Source data

——————

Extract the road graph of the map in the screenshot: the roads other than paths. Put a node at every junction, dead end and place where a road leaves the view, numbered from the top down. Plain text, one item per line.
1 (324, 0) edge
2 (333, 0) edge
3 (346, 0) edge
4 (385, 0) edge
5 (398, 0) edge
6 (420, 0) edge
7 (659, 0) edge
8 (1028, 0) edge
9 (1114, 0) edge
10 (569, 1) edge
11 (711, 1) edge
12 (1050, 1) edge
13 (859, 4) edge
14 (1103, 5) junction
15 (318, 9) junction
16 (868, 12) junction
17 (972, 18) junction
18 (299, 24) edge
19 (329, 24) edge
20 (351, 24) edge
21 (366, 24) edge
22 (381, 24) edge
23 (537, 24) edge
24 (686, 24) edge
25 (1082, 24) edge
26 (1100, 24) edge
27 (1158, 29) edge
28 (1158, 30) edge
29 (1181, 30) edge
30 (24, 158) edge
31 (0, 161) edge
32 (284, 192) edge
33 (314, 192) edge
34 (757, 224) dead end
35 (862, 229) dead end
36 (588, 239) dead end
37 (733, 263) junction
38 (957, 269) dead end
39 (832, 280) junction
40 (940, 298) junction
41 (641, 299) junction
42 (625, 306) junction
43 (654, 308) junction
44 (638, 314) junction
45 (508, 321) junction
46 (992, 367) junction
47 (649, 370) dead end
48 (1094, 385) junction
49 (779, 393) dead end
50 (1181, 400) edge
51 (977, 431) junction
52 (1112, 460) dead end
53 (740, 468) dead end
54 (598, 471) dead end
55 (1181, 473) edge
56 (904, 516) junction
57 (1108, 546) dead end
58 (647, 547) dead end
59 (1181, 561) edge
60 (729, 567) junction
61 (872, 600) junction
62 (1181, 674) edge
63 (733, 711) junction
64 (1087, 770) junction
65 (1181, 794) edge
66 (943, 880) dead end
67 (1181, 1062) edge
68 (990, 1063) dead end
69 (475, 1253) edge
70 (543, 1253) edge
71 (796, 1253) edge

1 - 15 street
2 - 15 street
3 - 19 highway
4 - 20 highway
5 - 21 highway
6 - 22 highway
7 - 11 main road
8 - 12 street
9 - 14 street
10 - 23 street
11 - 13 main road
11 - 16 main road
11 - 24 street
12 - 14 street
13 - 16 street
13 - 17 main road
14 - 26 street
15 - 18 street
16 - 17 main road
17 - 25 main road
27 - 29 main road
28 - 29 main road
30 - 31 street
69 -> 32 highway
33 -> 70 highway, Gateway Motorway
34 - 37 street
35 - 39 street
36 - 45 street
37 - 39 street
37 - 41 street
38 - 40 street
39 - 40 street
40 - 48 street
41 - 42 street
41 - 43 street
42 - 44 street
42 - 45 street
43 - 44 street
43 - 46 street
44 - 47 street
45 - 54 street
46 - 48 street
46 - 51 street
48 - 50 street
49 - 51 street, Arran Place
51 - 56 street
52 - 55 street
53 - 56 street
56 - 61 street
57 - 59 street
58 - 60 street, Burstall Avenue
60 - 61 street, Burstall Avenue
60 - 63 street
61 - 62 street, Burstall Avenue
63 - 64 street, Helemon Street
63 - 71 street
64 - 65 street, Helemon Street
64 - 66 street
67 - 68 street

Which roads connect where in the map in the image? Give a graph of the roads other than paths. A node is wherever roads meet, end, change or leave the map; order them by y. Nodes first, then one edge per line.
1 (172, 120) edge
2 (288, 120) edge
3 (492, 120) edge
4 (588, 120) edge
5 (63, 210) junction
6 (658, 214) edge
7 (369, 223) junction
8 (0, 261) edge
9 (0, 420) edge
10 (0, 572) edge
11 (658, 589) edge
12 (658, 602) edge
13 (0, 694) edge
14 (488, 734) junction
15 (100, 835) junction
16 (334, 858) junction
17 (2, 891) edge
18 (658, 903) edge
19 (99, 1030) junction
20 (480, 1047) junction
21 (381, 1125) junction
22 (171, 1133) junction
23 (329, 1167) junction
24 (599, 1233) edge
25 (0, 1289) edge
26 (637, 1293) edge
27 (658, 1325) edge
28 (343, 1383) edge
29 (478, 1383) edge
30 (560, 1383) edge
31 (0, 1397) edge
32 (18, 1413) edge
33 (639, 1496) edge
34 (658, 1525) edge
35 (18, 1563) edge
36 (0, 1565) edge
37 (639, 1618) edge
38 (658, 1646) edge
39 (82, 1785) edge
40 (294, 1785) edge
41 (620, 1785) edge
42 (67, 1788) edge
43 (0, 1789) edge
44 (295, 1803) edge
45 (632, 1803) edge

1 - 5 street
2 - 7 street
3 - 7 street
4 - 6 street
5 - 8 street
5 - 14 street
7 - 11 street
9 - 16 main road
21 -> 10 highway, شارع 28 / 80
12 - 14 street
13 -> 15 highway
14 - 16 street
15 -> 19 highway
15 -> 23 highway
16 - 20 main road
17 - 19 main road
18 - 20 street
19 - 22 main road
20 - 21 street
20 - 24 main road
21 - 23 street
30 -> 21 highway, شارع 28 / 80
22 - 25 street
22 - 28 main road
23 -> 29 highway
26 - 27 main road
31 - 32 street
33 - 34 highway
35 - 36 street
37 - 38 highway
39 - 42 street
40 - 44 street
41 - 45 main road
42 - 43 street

——————

EXERCISE DIRECTIONS:
What lines in the data above contain the word "roads"? Show them all.

OUTPUT BELOW:
Extract the road graph of the map in the screenshot: the roads other than paths. Put a node at every junction, dead end and place where a road leaves the view, numbered from the top down. Plain text, one item per line.
Which roads connect where in the map in the image? Give a graph of the roads other than paths. A node is wherever roads meet, end, change or leave the map; order them by y. Nodes first, then one edge per line.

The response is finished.